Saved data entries
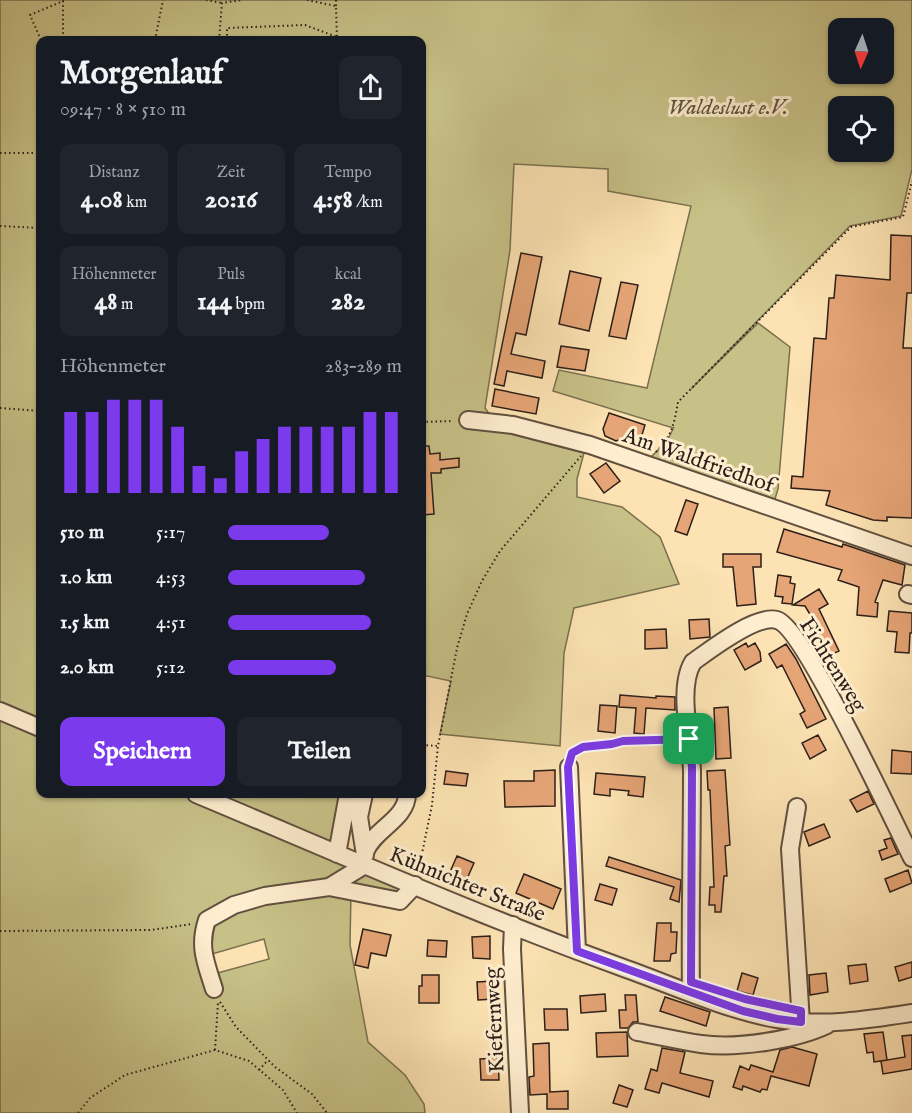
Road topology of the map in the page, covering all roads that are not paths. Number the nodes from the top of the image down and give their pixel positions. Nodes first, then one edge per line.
1 (468, 420) road end
2 (912, 556) edge
3 (0, 711) edge
4 (36, 726) edge
5 (568, 767) road end
6 (205, 798) edge
7 (347, 798) edge
8 (363, 798) edge
9 (406, 798) edge
10 (797, 807) dead end
11 (337, 854) junction
12 (912, 858) edge
13 (365, 859) junction
14 (416, 879) junction
15 (329, 887) junction
16 (513, 925) junction
17 (577, 951) junction
18 (214, 989) dead end
19 (691, 992) junction
20 (912, 1013) edge
21 (801, 1022) junction
22 (833, 1022) junction
23 (637, 1032) dead end
24 (520, 1113) edge

1 - 2 street, Am Waldfriedhof
3 - 4 street
5 - 17 street
6 - 11 street, Kühnichter Straße
7 - 11 street
8 - 13 street
9 - 13 street
10 - 21 street
11 - 13 street, Kühnichter Straße
12 - 19 street, Fichtenweg
13 - 14 street, Kühnichter Straße
13 - 15 street
14 - 15 street
14 - 16 street, Kühnichter Straße
15 - 18 street
16 - 17 street, Kühnichter Straße
16 - 24 street, Kiefernweg
17 - 19 street, Kühnichter Straße
19 - 21 street, Kühnichter Straße
20 - 22 street, Kühnichter Straße
21 - 22 street, Kühnichter Straße
22 - 23 street, Kühnichter Straße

**Exercise prompt**
Your job is to transcribe the records exactly and in full. Pictures are not part of the copy.

**Result below**
Road topology of the map in the page, covering all roads that are not paths. Number the nodes from the top of the image down and give their pixel positions. Nodes first, then one edge per line.
1 (468, 420) road end
2 (912, 556) edge
3 (0, 711) edge
4 (36, 726) edge
5 (568, 767) road end
6 (205, 798) edge
7 (347, 798) edge
8 (363, 798) edge
9 (406, 798) edge
10 (797, 807) dead end
11 (337, 854) junction
12 (912, 858) edge
13 (365, 859) junction
14 (416, 879) junction
15 (329, 887) junction
16 (513, 925) junction
17 (577, 951) junction
18 (214, 989) dead end
19 (691, 992) junction
20 (912, 1013) edge
21 (801, 1022) junction
22 (833, 1022) junction
23 (637, 1032) dead end
24 (520, 1113) edge

1 - 2 street, Am Waldfriedhof
3 - 4 street
5 - 17 street
6 - 11 street, Kühnichter Straße
7 - 11 street
8 - 13 street
9 - 13 street
10 - 21 street
11 - 13 street, Kühnichter Straße
12 - 19 street, Fichtenweg
13 - 14 street, Kühnichter Straße
13 - 15 street
14 - 15 street
14 - 16 street, Kühnichter Straße
15 - 18 street
16 - 17 street, Kühnichter Straße
16 - 24 street, Kiefernweg
17 - 19 street, Kühnichter Straße
19 - 21 street, Kühnichter Straße
20 - 22 street, Kühnichter Straße
21 - 22 street, Kühnichter Straße
22 - 23 street, Kühnichter Straße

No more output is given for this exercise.